FIG. 10 shows the relationship between the increase in the diameter of the winding yarn and the change in the actual winding yarn length per unit outer circumferential length when the traverse length is increased or decreased by the embodiment apparatus of FIGS. 7 to 9; Explanatory diagram showing the relationship

11 is a side view of the bobbin used in FIG.

[Explanation of symbols]

Reference Signs List 1 spindle 3 bobbin holder 9 cam shaft 11 motor 12 roller bale 14a, 14b rotation number detecting means P package Y yarn (high elongation yarn)

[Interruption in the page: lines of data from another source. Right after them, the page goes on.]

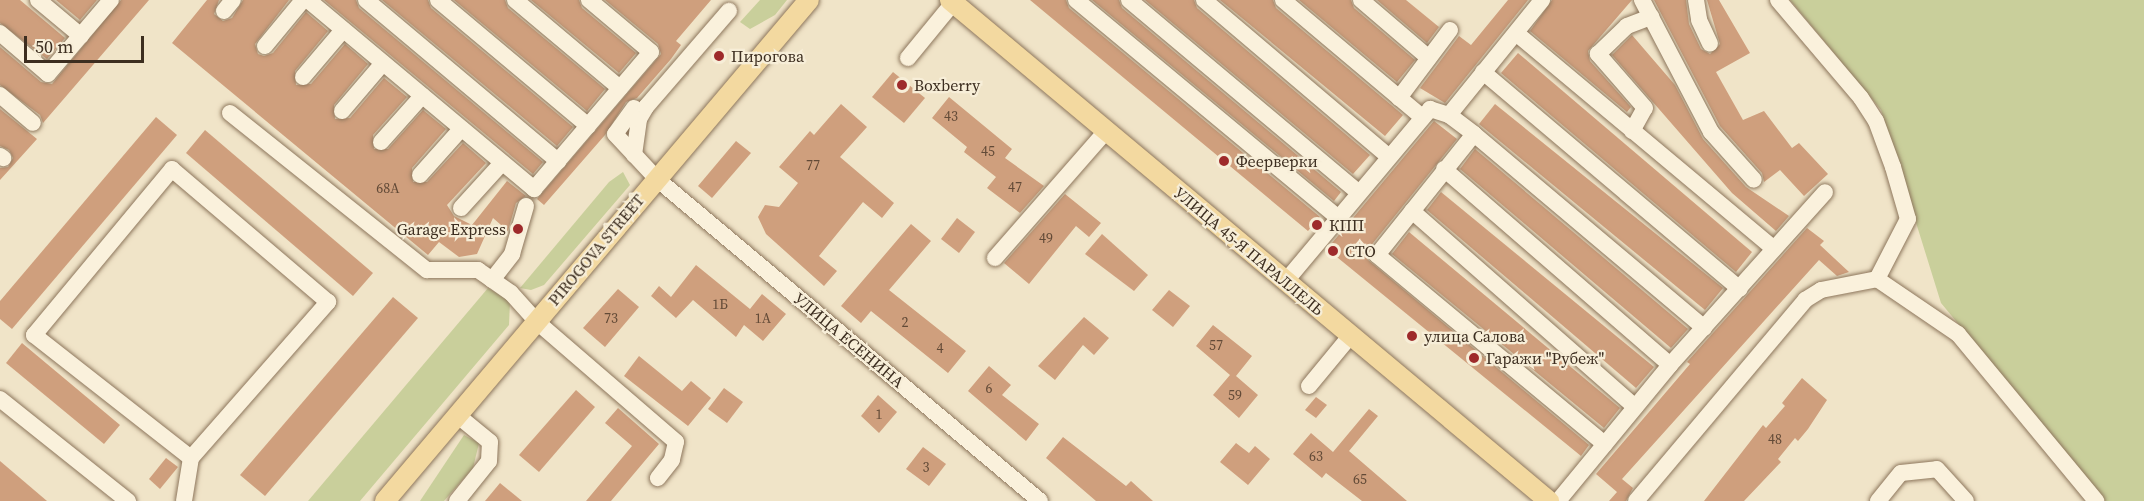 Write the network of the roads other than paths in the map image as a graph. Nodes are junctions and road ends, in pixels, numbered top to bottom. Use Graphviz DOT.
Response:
graph roads {
  1 [pos="38,0"];
  2 [pos="111,0"];
  3 [pos="303,0"];
  4 [pos="308,0"];
  5 [pos="366,0"];
  6 [pos="438,0"];
  7 [pos="515,0"];
  8 [pos="589,0"];
  9 [pos="809,0"];
  10 [pos="1076,0"];
  11 [pos="1129,0"];
  12 [pos="1204,0"];
  13 [pos="1283,0"];
  14 [pos="1361,0"];
  15 [pos="1542,0"];
  16 [pos="1642,0"];
  17 [pos="1696,0"];
  18 [pos="1778,0"];
  19 [pos="951,2"];
  20 [pos="729,11"];
  21 [pos="1651,17"];
  22 [pos="343,30"];
  23 [pos="1450,30"];
  24 [pos="0,33"];
  25 [pos="1515,33"];
  26 [pos="81,36"];
  27 [pos="1710,44"];
  28 [pos="265,46"];
  29 [pos="908,58"];
  30 [pos="1428,58"];
  31 [pos="383,63"];
  32 [pos="1483,72"];
  33 [pos="303,77"];
  34 [pos="620,88"];
  35 [pos="0,95"];
  36 [pos="422,96"];
  37 [pos="1399,98"];
  38 [pos="634,108"];
  39 [pos="342,111"];
  40 [pos="230,113"];
  41 [pos="1449,115"];
  42 [pos="1422,117"];
  43 [pos="33,123"];
  44 [pos="588,126"];
  45 [pos="461,129"];
  46 [pos="1106,131"];
  47 [pos="1632,131"];
  48 [pos="1474,134"];
  49 [pos="381,142"];
  50 [pos="634,155"];
  51 [pos="1388,156"];
  52 [pos="558,161"];
  53 [pos="502,163"];
  54 [pos="1444,169"];
  55 [pos="420,175"];
  56 [pos="657,179"];
  57 [pos="1754,180"];
  58 [pos="1358,192"];
  59 [pos="1825,192"];
  60 [pos="526,206"];
  61 [pos="461,208"];
  62 [pos="1412,211"];
  63 [pos="1337,217"];
  64 [pos="1774,249"];
  65 [pos="995,258"];
  66 [pos="492,279"];
  67 [pos="1877,279"];
  68 [pos="1285,282"];
  69 [pos="1740,289"];
  70 [pos="536,321"];
  71 [pos="1704,328"];
  72 [pos="1351,335"];
  73 [pos="1670,365"];
  74 [pos="1309,386"];
  75 [pos="0,399"];
  76 [pos="1635,407"];
  77 [pos="457,415"];
  78 [pos="1605,444"];
  79 [pos="191,458"];
  80 [pos="658,478"];
  81 [pos="128,501"];
  82 [pos="183,501"];
  83 [pos="385,501"];
  84 [pos="457,501"];
  85 [pos="1040,501"];
  86 [pos="1550,501"];
  87 [pos="1558,501"];
  88 [pos="1636,501"];
  89 [pos="1878,501"];
  90 [pos="1966,501"];
  91 [pos="2096,501"];
  1 -- 26 [label="street"];
  2 -- 26 [label="street"];
  3 -- 28 [label="street"];
  4 -- 22 [label="street"];
  5 -- 52 [label="street"];
  6 -- 44 [label="street"];
  7 -- 34 [label="street"];
  8 -- 34 [label="street"];
  9 -- 56 [label="main road, PIROGOVA STREET"];
  10 -- 63 [label="street"];
  11 -- 58 [label="street"];
  12 -- 51 [label="street"];
  13 -- 37 [label="street"];
  14 -- 30 [label="street"];
  15 -- 25 [label="street"];
  16 -- 21 [label="street"];
  17 -- 27 [label="street"];
  18 -- 67 [label="street"];
  19 -- 29 [label="street"];
  19 -- 46 [label="main road, УЛИЦА 45-Я ПАРАЛЛЕЛЬ"];
  20 -- 50 [label="street"];
  21 -- 47 [label="street"];
  21 -- 57 [label="street"];
  22 -- 31 [label="street"];
  22 -- 33 [label="street"];
  23 -- 30 [label="street"];
  24 -- 26 [label="street"];
  25 -- 32 [label="street"];
  25 -- 47 [label="street"];
  30 -- 37 [label="street"];
  31 -- 36 [label="street"];
  31 -- 39 [label="street"];
  32 -- 41 [label="street"];
  32 -- 69 [label="street"];
  34 -- 44 [label="street"];
  35 -- 43 [label="street"];
  36 -- 45 [label="street"];
  36 -- 49 [label="street"];
  37 -- 42 [label="street"];
  38 -- 50 [label="street, УЛИЦА ЕСЕНИНА"];
  40 -- 66 [label="street"];
  41 -- 42 [label="street"];
  41 -- 48 [label="street"];
  42 -- 51 [label="street"];
  44 -- 52 [label="street"];
  45 -- 53 [label="street"];
  45 -- 55 [label="street"];
  46 -- 65 [label="street"];
  46 -- 68 [label="main road, УЛИЦА 45-Я ПАРАЛЛЕЛЬ"];
  47 -- 64 [label="street"];
  48 -- 54 [label="street"];
  48 -- 71 [label="street"];
  50 -- 56 [label="street, УЛИЦА ЕСЕНИНА"];
  51 -- 58 [label="street"];
  52 -- 53 [label="street"];
  53 -- 61 [label="street"];
  54 -- 62 [label="street"];
  54 -- 73 [label="street"];
  56 -- 70 [label="main road, PIROGOVA STREET"];
  56 -- 85 [label="street, УЛИЦА ЕСЕНИНА"];
  58 -- 63 [label="street"];
  59 -- 64 [label="street"];
  60 -- 66 [label="street"];
  62 -- 76 [label="street"];
  62 -- 78 [label="street"];
  63 -- 68 [label="street"];
  64 -- 69 [label="street"];
  66 -- 70 [label="street"];
  67 -- 88 [label="street"];
  67 -- 91 [label="street"];
  68 -- 72 [label="main road, УЛИЦА 45-Я ПАРАЛЛЕЛЬ"];
  69 -- 71 [label="street"];
  70 -- 77 [label="main road, PIROGOVA STREET"];
  70 -- 80 [label="street"];
  71 -- 73 [label="street"];
  72 -- 74 [label="street"];
  72 -- 86 [label="main road, УЛИЦА 45-Я ПАРАЛЛЕЛЬ"];
  73 -- 76 [label="street"];
  75 -- 81 [label="street"];
  76 -- 78 [label="street"];
  77 -- 83 [label="main road, PIROGOVA STREET"];
  77 -- 84 [label="street"];
  78 -- 87 [label="street"];
  79 -- 79 [label="street"];
  79 -- 82 [label="street"];
  89 -- 90 [label="street"];
}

──────────────────────────────────────────────────の Continued on front page (58) Field surveyed (Int. Cl. ⁷ , DB name) B65H 54/02 B65H 54/28

Claims (3)

(57) [Claims] A roller bail to passively rotate 1. A in contact with the outer periphery of the package, the rotational speed detecting means of the roller bail, based on an output signal from said rotational speed detecting means, regardless of the package winding diameter increment size A winding speed control means for controlling the rotation speed of the spindle so that the rotation speed of the roller bale is always constant, and a traverse device are provided, and the spindle and the cam shaft of the traverse device are linked at a predetermined rotation ratio. A high elongation yarn winding device. 2. A traverse device, comprising: a winding speed control means for controlling the number of revolutions of the spindle so that the outer peripheral speed of the package is always constant irrespective of an increase in the winding diameter of the package; Means for interlocking the camshaft with the camshaft at a predetermined rotation ratio, and means for stepwise changing the ratio between the spindle rotation speed and the yarn traverse speed in the process of increasing the winding diameter of the package. High elongation yarn winding device. 3. A winding speed control means for controlling the number of revolutions of the spindle and a traverse device so that the outer peripheral speed of the package is always constant irrespective of an increase in the winding diameter of the package. A winding device for a high elongation yarn, comprising: means for interlocking with a cam shaft at a predetermined rotation ratio; and means for gradually changing a traverse width of the traverse device in a winding diameter increasing process.